▸ **Your goal**
In this exercise, return the whole listing exactly, excluding any images.

▸ **Extracted information**
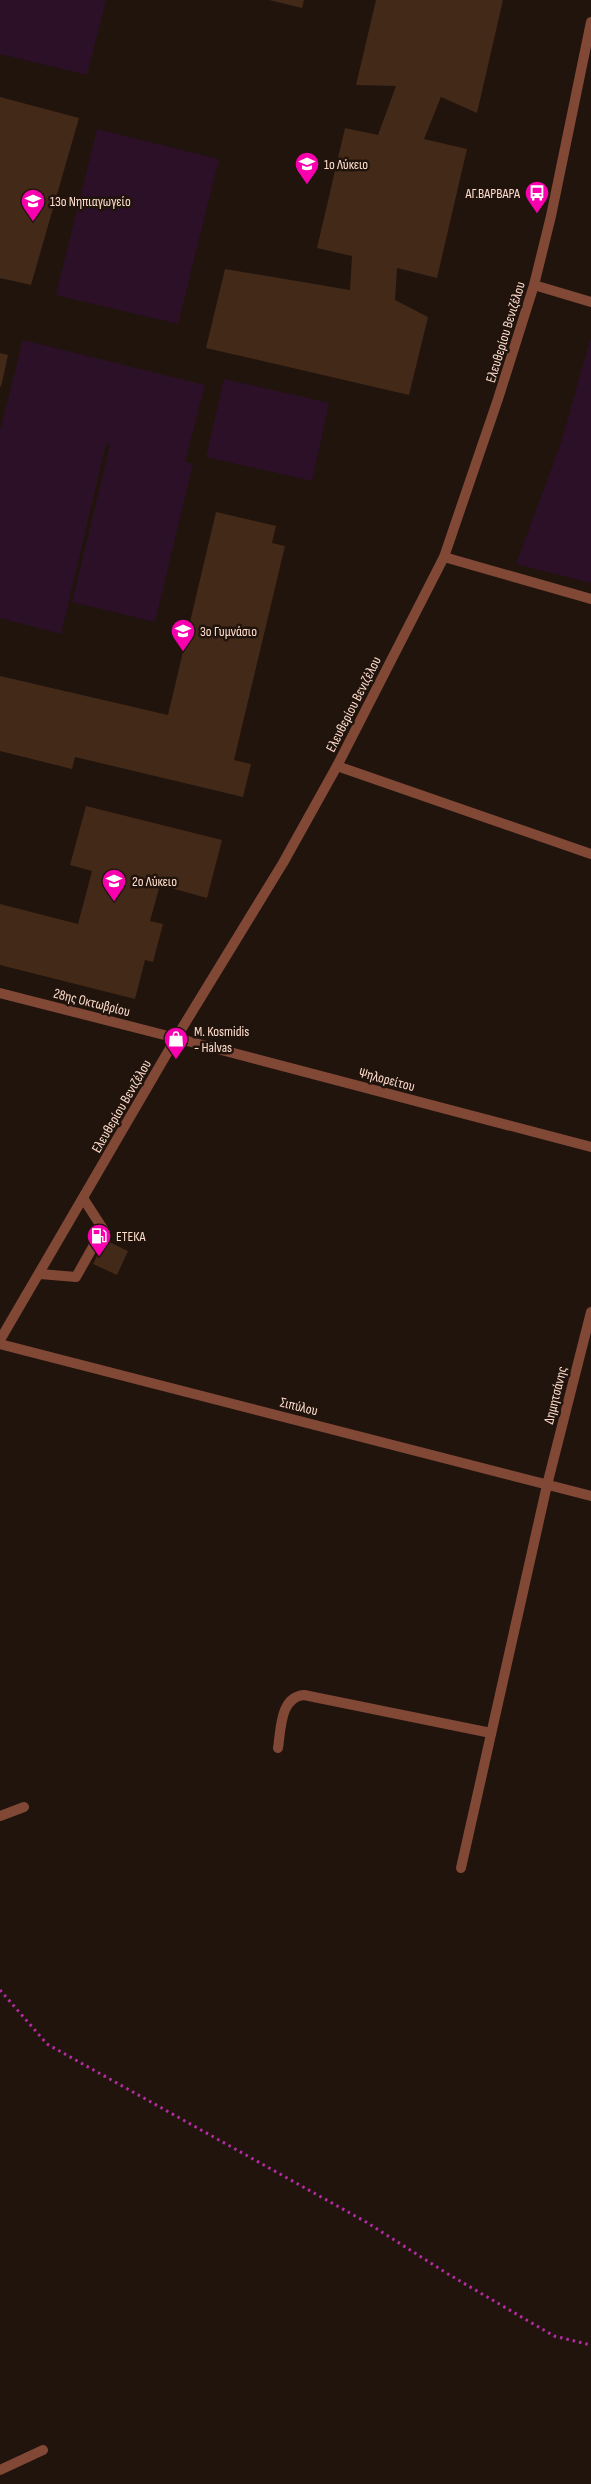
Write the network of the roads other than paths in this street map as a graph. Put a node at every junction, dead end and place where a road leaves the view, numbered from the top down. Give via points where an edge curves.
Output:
1 (591, 22) edge
2 (534, 286) junction
3 (591, 302) edge
4 (444, 557) junction
5 (591, 599) edge
6 (337, 766) junction
7 (591, 854) edge
8 (0, 993) edge
9 (176, 1038) junction
10 (591, 1147) edge
11 (83, 1198) junction
12 (40, 1274) junction
13 (591, 1312) edge
14 (0, 1342) edge
15 (547, 1485) junction
16 (591, 1496) edge
17 (491, 1733) junction
18 (278, 1748) dead end
19 (24, 1807) dead end
20 (0, 1816) edge
21 (461, 1868) dead end
22 (42, 2450) dead end
23 (0, 2470) edge

1 - 2 street, Ελευθερίου Βενιζέλου
2 - 3 street
2 - 4 street, Ελευθερίου Βενιζέλου
4 - 5 street
4 - 6 street, Ελευθερίου Βενιζέλου
6 - 7 street
6 - 9 street, Ελευθερίου Βενιζέλου via 283,863
8 - 9 street, 28ης Οκτωβρίου
9 - 10 street, Ψηλορείτου
9 - 11 street, Ελευθερίου Βενιζέλου
11 - 12 street, Ελευθερίου Βενιζέλου
11 - 12 street via 103,1229 76,1276
12 - 14 street, Ελευθερίου Βενιζέλου
13 - 15 street, Δημητσάνης
14 - 15 street, Σιπύλου
15 - 16 street, Σιπύλου
15 - 17 street, Δημητσάνης
17 - 18 street via 304,1695 291,1699 286,1705
17 - 21 street, Δημητσάνης
19 - 20 street
22 - 23 street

▸ **Reply to the exercise**
Write the network of the roads other than paths in this street map as a graph. Put a node at every junction, dead end and place where a road leaves the view, numbered from the top down. Give via points where an edge curves.
Output:
1 (591, 22) edge
2 (534, 286) junction
3 (591, 302) edge
4 (444, 557) junction
5 (591, 599) edge
6 (337, 766) junction
7 (591, 854) edge
8 (0, 993) edge
9 (176, 1038) junction
10 (591, 1147) edge
11 (83, 1198) junction
12 (40, 1274) junction
13 (591, 1312) edge
14 (0, 1342) edge
15 (547, 1485) junction
16 (591, 1496) edge
17 (491, 1733) junction
18 (278, 1748) dead end
19 (24, 1807) dead end
20 (0, 1816) edge
21 (461, 1868) dead end
22 (42, 2450) dead end
23 (0, 2470) edge

1 - 2 street, Ελευθερίου Βενιζέλου
2 - 3 street
2 - 4 street, Ελευθερίου Βενιζέλου
4 - 5 street
4 - 6 street, Ελευθερίου Βενιζέλου
6 - 7 street
6 - 9 street, Ελευθερίου Βενιζέλου via 283,863
8 - 9 street, 28ης Οκτωβρίου
9 - 10 street, Ψηλορείτου
9 - 11 street, Ελευθερίου Βενιζέλου
11 - 12 street, Ελευθερίου Βενιζέλου
11 - 12 street via 103,1229 76,1276
12 - 14 street, Ελευθερίου Βενιζέλου
13 - 15 street, Δημητσάνης
14 - 15 street, Σιπύλου
15 - 16 street, Σιπύλου
15 - 17 street, Δημητσάνης
17 - 18 street via 304,1695 291,1699 286,1705
17 - 21 street, Δημητσάνης
19 - 20 street
22 - 23 street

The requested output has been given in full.